The listing below must be returned in full and unchanged, without the images it carries.

- [Information]:
%%
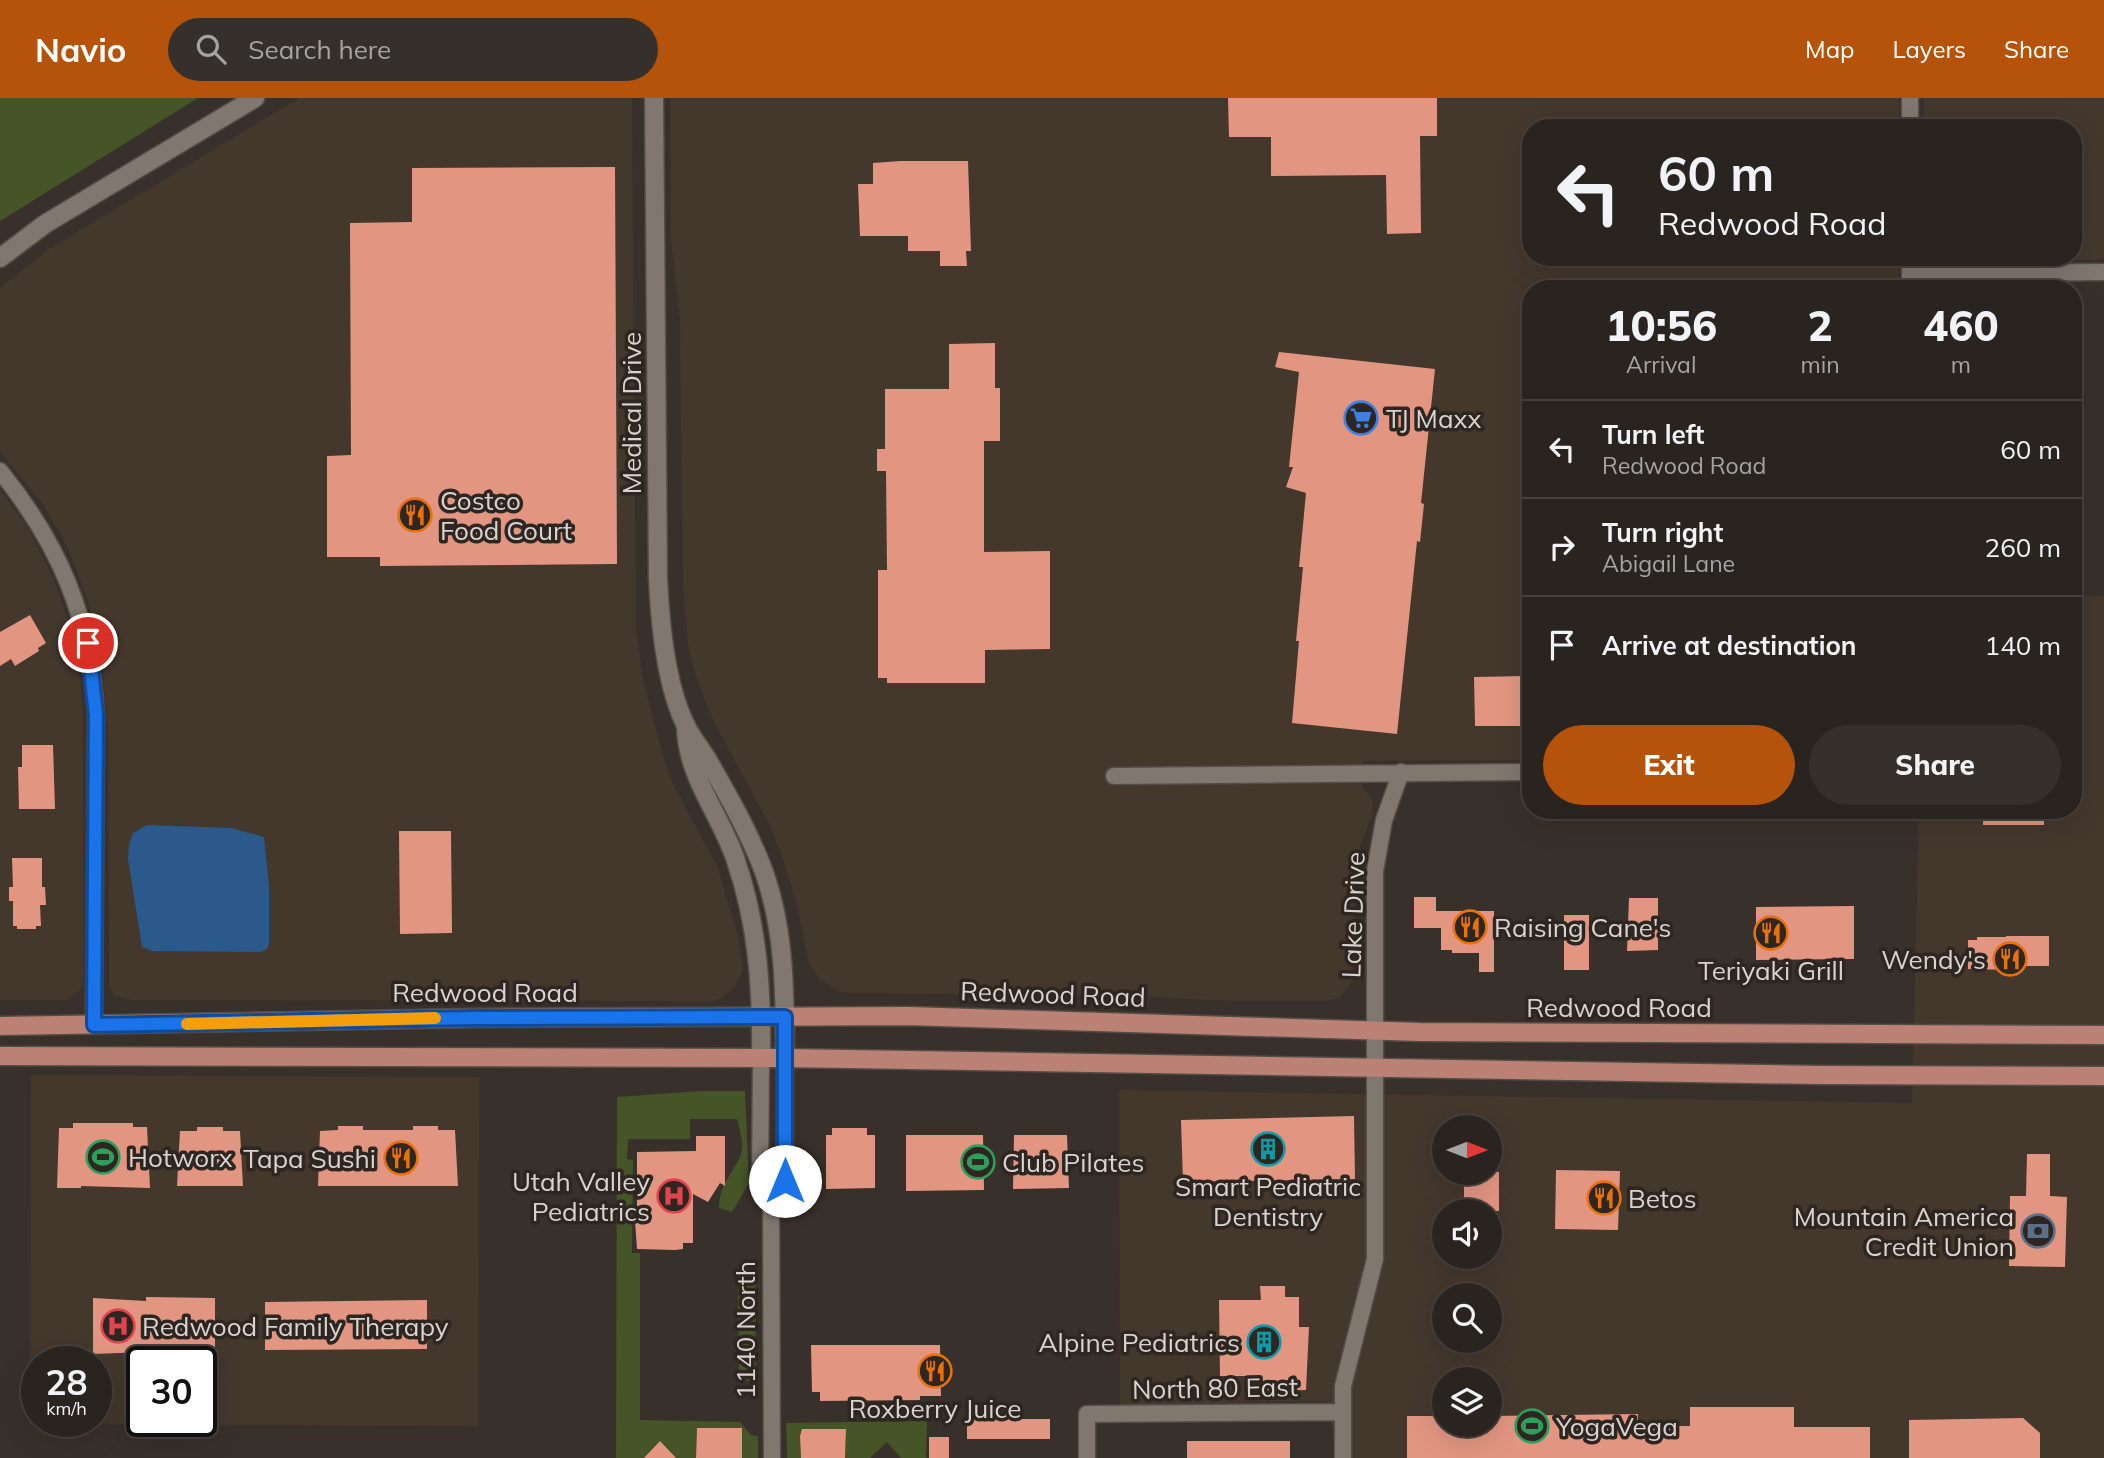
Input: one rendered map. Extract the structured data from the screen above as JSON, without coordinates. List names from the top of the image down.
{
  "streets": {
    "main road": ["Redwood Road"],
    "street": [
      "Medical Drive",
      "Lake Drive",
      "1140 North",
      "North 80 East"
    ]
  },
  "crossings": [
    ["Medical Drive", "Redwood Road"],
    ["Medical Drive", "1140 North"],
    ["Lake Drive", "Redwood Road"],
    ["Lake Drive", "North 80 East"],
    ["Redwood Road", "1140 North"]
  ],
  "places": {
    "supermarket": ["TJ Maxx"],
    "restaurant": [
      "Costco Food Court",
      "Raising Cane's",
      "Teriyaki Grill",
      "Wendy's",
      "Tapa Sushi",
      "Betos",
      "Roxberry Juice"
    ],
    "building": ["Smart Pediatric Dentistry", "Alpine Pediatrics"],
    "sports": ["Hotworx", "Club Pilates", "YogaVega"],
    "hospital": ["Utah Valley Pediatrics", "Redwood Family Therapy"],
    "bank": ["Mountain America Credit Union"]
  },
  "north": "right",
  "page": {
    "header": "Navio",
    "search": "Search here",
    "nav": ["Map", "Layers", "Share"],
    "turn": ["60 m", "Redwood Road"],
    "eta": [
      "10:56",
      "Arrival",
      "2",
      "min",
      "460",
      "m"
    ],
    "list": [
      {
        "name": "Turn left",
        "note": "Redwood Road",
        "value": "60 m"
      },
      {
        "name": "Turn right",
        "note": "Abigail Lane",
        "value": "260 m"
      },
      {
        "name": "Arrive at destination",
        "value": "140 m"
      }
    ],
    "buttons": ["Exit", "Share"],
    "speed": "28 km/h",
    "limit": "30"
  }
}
%%
- [Your solution]:
Input: one rendered map. Extract the structured data from the screen above as JSON, without coordinates. List names from the top of the image down.
{
  "streets": {
    "main road": ["Redwood Road"],
    "street": [
      "Medical Drive",
      "Lake Drive",
      "1140 North",
      "North 80 East"
    ]
  },
  "crossings": [
    ["Medical Drive", "Redwood Road"],
    ["Medical Drive", "1140 North"],
    ["Lake Drive", "Redwood Road"],
    ["Lake Drive", "North 80 East"],
    ["Redwood Road", "1140 North"]
  ],
  "places": {
    "supermarket": ["TJ Maxx"],
    "restaurant": [
      "Costco Food Court",
      "Raising Cane's",
      "Teriyaki Grill",
      "Wendy's",
      "Tapa Sushi",
      "Betos",
      "Roxberry Juice"
    ],
    "building": ["Smart Pediatric Dentistry", "Alpine Pediatrics"],
    "sports": ["Hotworx", "Club Pilates", "YogaVega"],
    "hospital": ["Utah Valley Pediatrics", "Redwood Family Therapy"],
    "bank": ["Mountain America Credit Union"]
  },
  "north": "right",
  "page": {
    "header": "Navio",
    "search": "Search here",
    "nav": ["Map", "Layers", "Share"],
    "turn": ["60 m", "Redwood Road"],
    "eta": [
      "10:56",
      "Arrival",
      "2",
      "min",
      "460",
      "m"
    ],
    "list": [
      {
        "name": "Turn left",
        "note": "Redwood Road",
        "value": "60 m"
      },
      {
        "name": "Turn right",
        "note": "Abigail Lane",
        "value": "260 m"
      },
      {
        "name": "Arrive at destination",
        "value": "140 m"
      }
    ],
    "buttons": ["Exit", "Share"],
    "speed": "28 km/h",
    "limit": "30"
  }
}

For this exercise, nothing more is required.